The Creative Arts Agency Act was passed and assented to by the President of Ghana on 29thDecember, 2020.
According to section 32 of the Act, ‘creative arts industry’ includes cultural sites, visual arts, traditional cultural expressions, performing arts, music, publishing and literary arts, audio visual, new media, design and creative services, and research and record keeping.
It further defines the domain of the creative arts industry to include; the Music industry, Fashion industry, Film and Screen Industry, Visual Arts Industry, Theatre Arts Industry etc.
A further glance at section 30 of the same Act enjoins every player of the Creative Art industry in Ghana to register with the creative Arts Agency. It states that;
(1)A person who intends to operate a creative arts enterprise shall, after incorporation or registration but before commencement of operations, register with the Agency.
(2)A person who contravenes subsection(1) commits an offence and is liable on summary conviction to a fine not less than one hundred and fifty penalty units and not more than three hundred penalty units or a term of imprisonment of not less than one year and not more than two years or both.
The section is very clear on the fact that any new entrant into the creative Art domain must first of all, register with the Creative Arts Agency to be able to operate a creative Arts enterprise in Ghana. In case you are thinking of entering the creative arts domain, you may have to strictly abide by the above section in order not to get yourself into trouble.
Furthermore, section 2 makes it clear to new entrants into the creative Arts domain that they are likely to be convicted to a fine, not less than one hundred and fifty penalty units, which is currently (Thousand Eight hundred Cedis), because a penalty unit is equivalent to twelve Ghana Cedis; or three hundred penalty units, which is also equivalent to (three thousand six hundred cedis).
Finally, section 33 of the Act captures old and existing players in the creative art domain including musicians, music producers, film makers, film producers and the likes. The section states that;
(1).A person who operates a creative arts enterprise prior to the coming into force of this Act shall, within one year from the date of the coming into force of this Act, register that enterprise with the Agency.
(2).A person who, contrary to subsection (1), continues to operate a Creative Arts enterprise commits an offence and is liable on summary conviction to a fine of not less than one hundred and fifty penalty units and not more than two hundred and fifty penalty units or a term of imprisonment of not less than one year and not more than two years or both.

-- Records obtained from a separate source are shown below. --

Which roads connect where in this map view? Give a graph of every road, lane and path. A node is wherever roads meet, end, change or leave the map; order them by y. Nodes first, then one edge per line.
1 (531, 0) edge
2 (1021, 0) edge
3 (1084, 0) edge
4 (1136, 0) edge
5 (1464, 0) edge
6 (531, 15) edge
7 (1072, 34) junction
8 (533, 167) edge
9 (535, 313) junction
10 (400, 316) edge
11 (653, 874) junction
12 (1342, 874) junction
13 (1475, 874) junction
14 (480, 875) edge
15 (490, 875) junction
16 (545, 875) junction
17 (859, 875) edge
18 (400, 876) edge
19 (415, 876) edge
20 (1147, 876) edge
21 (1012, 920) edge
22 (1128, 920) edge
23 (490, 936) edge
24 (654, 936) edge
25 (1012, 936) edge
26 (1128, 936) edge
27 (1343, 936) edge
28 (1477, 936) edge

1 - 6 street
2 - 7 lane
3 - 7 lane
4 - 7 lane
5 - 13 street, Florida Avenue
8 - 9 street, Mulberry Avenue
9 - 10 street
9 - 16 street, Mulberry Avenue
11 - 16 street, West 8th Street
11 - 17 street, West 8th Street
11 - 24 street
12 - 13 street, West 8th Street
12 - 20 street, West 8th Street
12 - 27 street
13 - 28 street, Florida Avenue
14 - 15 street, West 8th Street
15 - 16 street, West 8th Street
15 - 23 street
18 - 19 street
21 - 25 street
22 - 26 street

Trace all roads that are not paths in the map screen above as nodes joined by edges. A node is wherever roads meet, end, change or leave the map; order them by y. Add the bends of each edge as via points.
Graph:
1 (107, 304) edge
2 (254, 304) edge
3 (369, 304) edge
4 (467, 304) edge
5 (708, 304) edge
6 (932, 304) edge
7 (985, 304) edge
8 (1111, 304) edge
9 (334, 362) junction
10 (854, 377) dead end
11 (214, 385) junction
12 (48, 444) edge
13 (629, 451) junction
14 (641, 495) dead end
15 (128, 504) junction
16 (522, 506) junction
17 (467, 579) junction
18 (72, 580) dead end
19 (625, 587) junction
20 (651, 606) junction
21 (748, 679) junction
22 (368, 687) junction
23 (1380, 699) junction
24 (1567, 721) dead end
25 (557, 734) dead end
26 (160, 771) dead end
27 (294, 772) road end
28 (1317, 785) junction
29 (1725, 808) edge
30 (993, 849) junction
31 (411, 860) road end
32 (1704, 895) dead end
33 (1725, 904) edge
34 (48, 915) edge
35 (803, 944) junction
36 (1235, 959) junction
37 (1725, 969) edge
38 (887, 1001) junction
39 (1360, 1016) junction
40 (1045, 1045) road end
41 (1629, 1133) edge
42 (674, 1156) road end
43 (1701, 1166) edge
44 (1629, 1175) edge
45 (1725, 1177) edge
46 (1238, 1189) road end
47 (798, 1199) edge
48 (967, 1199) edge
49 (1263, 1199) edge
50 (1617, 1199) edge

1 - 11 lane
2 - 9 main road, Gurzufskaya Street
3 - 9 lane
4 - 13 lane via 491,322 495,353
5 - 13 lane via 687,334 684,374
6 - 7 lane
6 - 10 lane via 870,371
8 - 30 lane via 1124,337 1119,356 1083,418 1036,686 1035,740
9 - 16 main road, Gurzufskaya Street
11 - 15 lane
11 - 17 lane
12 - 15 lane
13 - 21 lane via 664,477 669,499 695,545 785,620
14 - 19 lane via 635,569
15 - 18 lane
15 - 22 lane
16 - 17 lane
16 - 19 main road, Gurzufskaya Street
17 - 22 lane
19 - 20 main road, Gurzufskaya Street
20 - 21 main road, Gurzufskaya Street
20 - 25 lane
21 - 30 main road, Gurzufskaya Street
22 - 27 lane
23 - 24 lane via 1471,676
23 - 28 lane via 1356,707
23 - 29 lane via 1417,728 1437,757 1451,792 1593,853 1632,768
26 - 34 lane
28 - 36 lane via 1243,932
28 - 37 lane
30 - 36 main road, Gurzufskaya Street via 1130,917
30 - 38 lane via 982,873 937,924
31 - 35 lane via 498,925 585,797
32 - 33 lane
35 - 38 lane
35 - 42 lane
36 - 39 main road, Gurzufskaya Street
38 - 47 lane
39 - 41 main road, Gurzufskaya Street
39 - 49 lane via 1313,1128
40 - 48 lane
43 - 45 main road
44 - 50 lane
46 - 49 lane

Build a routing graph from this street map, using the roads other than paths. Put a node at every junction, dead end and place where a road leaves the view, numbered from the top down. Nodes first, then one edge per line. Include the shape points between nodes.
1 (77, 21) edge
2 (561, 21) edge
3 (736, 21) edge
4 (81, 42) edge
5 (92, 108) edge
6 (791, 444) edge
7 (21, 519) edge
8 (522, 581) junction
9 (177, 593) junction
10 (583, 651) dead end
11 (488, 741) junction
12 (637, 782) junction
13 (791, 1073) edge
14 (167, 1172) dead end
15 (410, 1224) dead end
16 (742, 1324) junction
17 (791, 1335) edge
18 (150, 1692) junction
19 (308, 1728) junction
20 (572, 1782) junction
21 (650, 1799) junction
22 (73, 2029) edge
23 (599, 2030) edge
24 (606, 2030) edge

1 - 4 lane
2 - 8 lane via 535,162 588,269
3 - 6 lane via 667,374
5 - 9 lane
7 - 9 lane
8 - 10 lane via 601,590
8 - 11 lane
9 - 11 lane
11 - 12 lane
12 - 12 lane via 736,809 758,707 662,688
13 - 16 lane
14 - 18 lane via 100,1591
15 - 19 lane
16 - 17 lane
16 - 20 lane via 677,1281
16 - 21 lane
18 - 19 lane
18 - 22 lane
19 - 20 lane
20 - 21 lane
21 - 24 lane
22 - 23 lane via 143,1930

Per the above section of the act, existing players in the creative Arts domain, who fail to register with the Agency within one year after coming of this act, shall either be convicted to a fine of not less than one hundred and fifty penalty units (One thousand, eight hundred cedis) and not more than two hundred and fifty penalty units (Three thousand cedis) or face imprisonment of not less than one year and not more than two years or both.
The above notwithstanding, a check with the Creative Arts Industry is likely to reveal that most of our popular, existing and thriving musicians, Film makers and their producers have not registered or yet to do so with the Council.
Dennislaw News will make an effort to speak to any of the Board members or executives of the creative Arts Council to know the steps they wish to take to get all stakeholders on board by getting them registered.
The Creative Arts Council has for several years, been pushing for the passage of this Act.
In February 2020, the then President of the Creative Arts Council, Mark Okraku Mantey called on all members of the industry to help push the passing of the Creative Arts Bill instead of attacking the Council.
According to him, his outfit was handicapped because they did not have the mandate nor the funds to execute projects outlined for the creative arts sector.
This, he explained, was the reason for the Council’s inability to fulfill some promises made to the Creative Arts sector.
“It is not my fight, it is all of us our fight. We must all become crusaders to get the bill passed,” Mr. Okraku Mantey said on Hitz Daybreak on Hitz FM, on Monday, 24th February, 2020.
He told Andy Dosty, host of the show, that the inability to get the bill passed had left many of the Council members, especially movie producer, Socrates Safo frustrated.
Now that the Creative Art bill has fully been passed into law, we as citizens, can only hope for a better Creative industry.